Aim of the task
What you return must match the records exactly, except that the pictures are gone.

-- Input for this task follows --

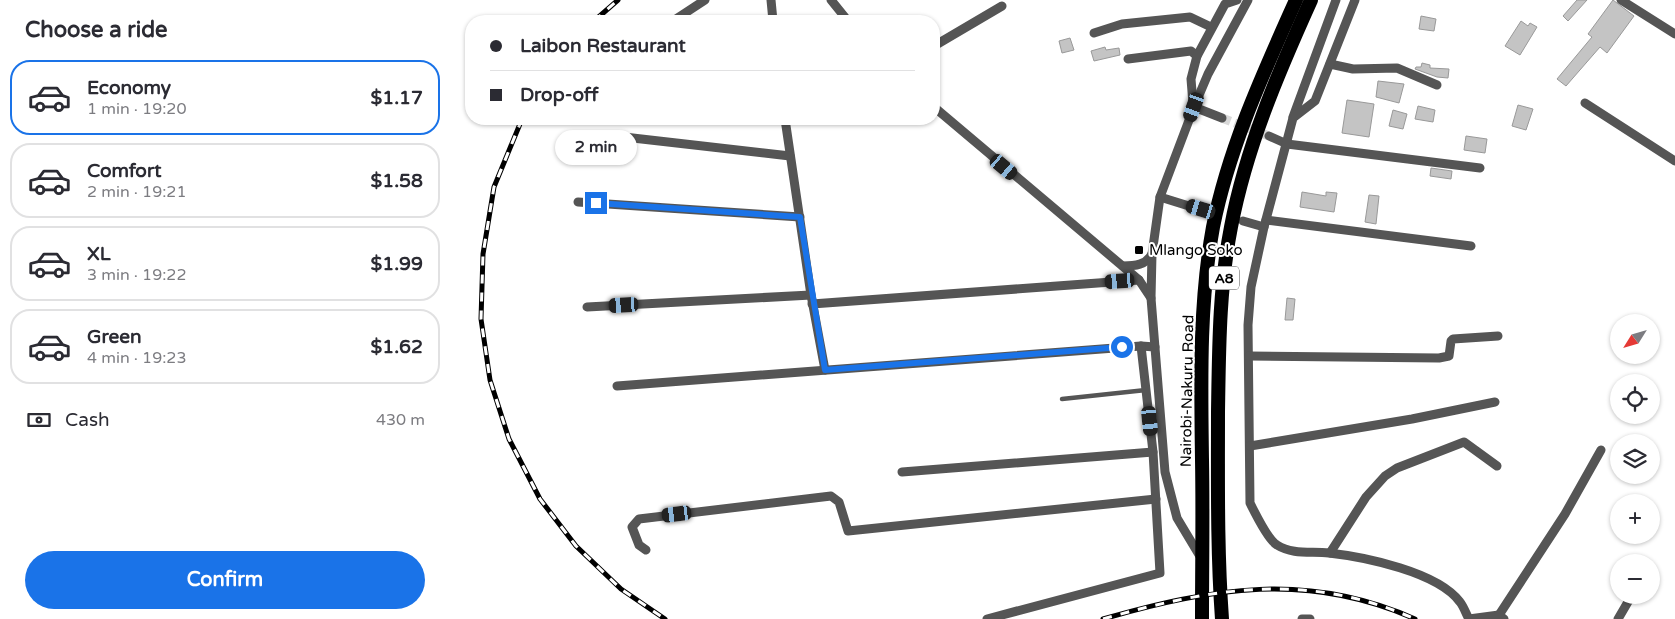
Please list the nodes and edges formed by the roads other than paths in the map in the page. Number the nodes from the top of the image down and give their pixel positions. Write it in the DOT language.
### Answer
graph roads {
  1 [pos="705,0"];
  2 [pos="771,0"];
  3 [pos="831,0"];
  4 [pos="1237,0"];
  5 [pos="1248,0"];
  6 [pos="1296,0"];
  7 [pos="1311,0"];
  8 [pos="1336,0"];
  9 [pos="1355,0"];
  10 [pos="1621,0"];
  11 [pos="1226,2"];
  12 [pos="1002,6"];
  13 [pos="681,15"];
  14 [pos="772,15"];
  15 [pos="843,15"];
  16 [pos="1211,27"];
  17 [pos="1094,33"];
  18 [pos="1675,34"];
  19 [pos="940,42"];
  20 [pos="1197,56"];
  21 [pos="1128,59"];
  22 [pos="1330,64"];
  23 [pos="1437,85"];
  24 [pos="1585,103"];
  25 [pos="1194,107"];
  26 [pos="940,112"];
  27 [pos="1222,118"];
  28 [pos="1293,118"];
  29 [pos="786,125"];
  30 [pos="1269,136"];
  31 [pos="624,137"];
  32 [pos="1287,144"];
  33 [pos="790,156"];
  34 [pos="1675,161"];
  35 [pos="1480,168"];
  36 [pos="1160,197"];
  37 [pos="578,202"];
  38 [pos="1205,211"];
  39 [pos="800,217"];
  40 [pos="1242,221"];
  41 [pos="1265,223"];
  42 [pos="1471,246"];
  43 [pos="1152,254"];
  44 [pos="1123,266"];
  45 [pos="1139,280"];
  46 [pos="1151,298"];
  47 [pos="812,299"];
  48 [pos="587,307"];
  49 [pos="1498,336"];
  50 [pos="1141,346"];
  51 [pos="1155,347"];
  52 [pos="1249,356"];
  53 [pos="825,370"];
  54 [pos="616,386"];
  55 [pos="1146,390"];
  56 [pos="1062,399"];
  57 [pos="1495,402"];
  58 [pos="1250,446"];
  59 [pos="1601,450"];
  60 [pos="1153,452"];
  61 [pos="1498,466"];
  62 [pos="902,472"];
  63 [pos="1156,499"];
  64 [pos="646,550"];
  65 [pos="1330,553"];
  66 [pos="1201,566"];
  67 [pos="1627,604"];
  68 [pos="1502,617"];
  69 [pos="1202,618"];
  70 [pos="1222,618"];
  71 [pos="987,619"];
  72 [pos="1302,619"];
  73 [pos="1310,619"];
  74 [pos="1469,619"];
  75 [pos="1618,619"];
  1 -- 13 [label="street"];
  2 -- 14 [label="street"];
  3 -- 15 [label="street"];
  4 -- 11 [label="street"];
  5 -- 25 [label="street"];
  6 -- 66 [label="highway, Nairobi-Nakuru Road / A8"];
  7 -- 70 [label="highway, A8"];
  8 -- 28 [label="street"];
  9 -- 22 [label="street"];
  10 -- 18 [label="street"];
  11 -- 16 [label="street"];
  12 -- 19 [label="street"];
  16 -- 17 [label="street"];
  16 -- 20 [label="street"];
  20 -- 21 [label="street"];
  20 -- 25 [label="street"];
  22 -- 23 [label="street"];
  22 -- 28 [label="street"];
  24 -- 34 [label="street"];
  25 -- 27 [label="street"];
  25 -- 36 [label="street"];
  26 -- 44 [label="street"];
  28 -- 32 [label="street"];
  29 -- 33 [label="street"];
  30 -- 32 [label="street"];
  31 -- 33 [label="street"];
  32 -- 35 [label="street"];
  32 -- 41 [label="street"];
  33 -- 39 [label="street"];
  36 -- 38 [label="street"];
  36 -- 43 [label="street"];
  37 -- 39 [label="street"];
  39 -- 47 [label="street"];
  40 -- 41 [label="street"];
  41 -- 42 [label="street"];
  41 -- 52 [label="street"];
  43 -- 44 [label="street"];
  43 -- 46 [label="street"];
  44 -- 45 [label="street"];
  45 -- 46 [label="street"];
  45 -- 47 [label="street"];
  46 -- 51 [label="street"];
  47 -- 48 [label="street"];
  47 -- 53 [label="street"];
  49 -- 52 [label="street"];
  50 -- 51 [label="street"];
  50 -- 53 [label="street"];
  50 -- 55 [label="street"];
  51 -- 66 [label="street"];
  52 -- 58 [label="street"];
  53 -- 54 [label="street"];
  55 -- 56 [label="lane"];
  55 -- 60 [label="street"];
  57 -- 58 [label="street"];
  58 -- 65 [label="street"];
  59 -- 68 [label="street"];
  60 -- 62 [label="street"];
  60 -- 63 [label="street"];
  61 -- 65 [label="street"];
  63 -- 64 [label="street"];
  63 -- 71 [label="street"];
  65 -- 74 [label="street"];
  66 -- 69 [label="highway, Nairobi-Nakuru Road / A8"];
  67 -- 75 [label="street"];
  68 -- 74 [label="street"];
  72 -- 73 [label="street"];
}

-- Input for this task concluded --

Expected answer
Please list the nodes and edges formed by the roads other than paths in the map in the page. Number the nodes from the top of the image down and give their pixel positions. Write it in the DOT language.
### Answer
graph roads {
  1 [pos="705,0"];
  2 [pos="771,0"];
  3 [pos="831,0"];
  4 [pos="1237,0"];
  5 [pos="1248,0"];
  6 [pos="1296,0"];
  7 [pos="1311,0"];
  8 [pos="1336,0"];
  9 [pos="1355,0"];
  10 [pos="1621,0"];
  11 [pos="1226,2"];
  12 [pos="1002,6"];
  13 [pos="681,15"];
  14 [pos="772,15"];
  15 [pos="843,15"];
  16 [pos="1211,27"];
  17 [pos="1094,33"];
  18 [pos="1675,34"];
  19 [pos="940,42"];
  20 [pos="1197,56"];
  21 [pos="1128,59"];
  22 [pos="1330,64"];
  23 [pos="1437,85"];
  24 [pos="1585,103"];
  25 [pos="1194,107"];
  26 [pos="940,112"];
  27 [pos="1222,118"];
  28 [pos="1293,118"];
  29 [pos="786,125"];
  30 [pos="1269,136"];
  31 [pos="624,137"];
  32 [pos="1287,144"];
  33 [pos="790,156"];
  34 [pos="1675,161"];
  35 [pos="1480,168"];
  36 [pos="1160,197"];
  37 [pos="578,202"];
  38 [pos="1205,211"];
  39 [pos="800,217"];
  40 [pos="1242,221"];
  41 [pos="1265,223"];
  42 [pos="1471,246"];
  43 [pos="1152,254"];
  44 [pos="1123,266"];
  45 [pos="1139,280"];
  46 [pos="1151,298"];
  47 [pos="812,299"];
  48 [pos="587,307"];
  49 [pos="1498,336"];
  50 [pos="1141,346"];
  51 [pos="1155,347"];
  52 [pos="1249,356"];
  53 [pos="825,370"];
  54 [pos="616,386"];
  55 [pos="1146,390"];
  56 [pos="1062,399"];
  57 [pos="1495,402"];
  58 [pos="1250,446"];
  59 [pos="1601,450"];
  60 [pos="1153,452"];
  61 [pos="1498,466"];
  62 [pos="902,472"];
  63 [pos="1156,499"];
  64 [pos="646,550"];
  65 [pos="1330,553"];
  66 [pos="1201,566"];
  67 [pos="1627,604"];
  68 [pos="1502,617"];
  69 [pos="1202,618"];
  70 [pos="1222,618"];
  71 [pos="987,619"];
  72 [pos="1302,619"];
  73 [pos="1310,619"];
  74 [pos="1469,619"];
  75 [pos="1618,619"];
  1 -- 13 [label="street"];
  2 -- 14 [label="street"];
  3 -- 15 [label="street"];
  4 -- 11 [label="street"];
  5 -- 25 [label="street"];
  6 -- 66 [label="highway, Nairobi-Nakuru Road / A8"];
  7 -- 70 [label="highway, A8"];
  8 -- 28 [label="street"];
  9 -- 22 [label="street"];
  10 -- 18 [label="street"];
  11 -- 16 [label="street"];
  12 -- 19 [label="street"];
  16 -- 17 [label="street"];
  16 -- 20 [label="street"];
  20 -- 21 [label="street"];
  20 -- 25 [label="street"];
  22 -- 23 [label="street"];
  22 -- 28 [label="street"];
  24 -- 34 [label="street"];
  25 -- 27 [label="street"];
  25 -- 36 [label="street"];
  26 -- 44 [label="street"];
  28 -- 32 [label="street"];
  29 -- 33 [label="street"];
  30 -- 32 [label="street"];
  31 -- 33 [label="street"];
  32 -- 35 [label="street"];
  32 -- 41 [label="street"];
  33 -- 39 [label="street"];
  36 -- 38 [label="street"];
  36 -- 43 [label="street"];
  37 -- 39 [label="street"];
  39 -- 47 [label="street"];
  40 -- 41 [label="street"];
  41 -- 42 [label="street"];
  41 -- 52 [label="street"];
  43 -- 44 [label="street"];
  43 -- 46 [label="street"];
  44 -- 45 [label="street"];
  45 -- 46 [label="street"];
  45 -- 47 [label="street"];
  46 -- 51 [label="street"];
  47 -- 48 [label="street"];
  47 -- 53 [label="street"];
  49 -- 52 [label="street"];
  50 -- 51 [label="street"];
  50 -- 53 [label="street"];
  50 -- 55 [label="street"];
  51 -- 66 [label="street"];
  52 -- 58 [label="street"];
  53 -- 54 [label="street"];
  55 -- 56 [label="lane"];
  55 -- 60 [label="street"];
  57 -- 58 [label="street"];
  58 -- 65 [label="street"];
  59 -- 68 [label="street"];
  60 -- 62 [label="street"];
  60 -- 63 [label="street"];
  61 -- 65 [label="street"];
  63 -- 64 [label="street"];
  63 -- 71 [label="street"];
  65 -- 74 [label="street"];
  66 -- 69 [label="highway, Nairobi-Nakuru Road / A8"];
  67 -- 75 [label="street"];
  68 -- 74 [label="street"];
  72 -- 73 [label="street"];
}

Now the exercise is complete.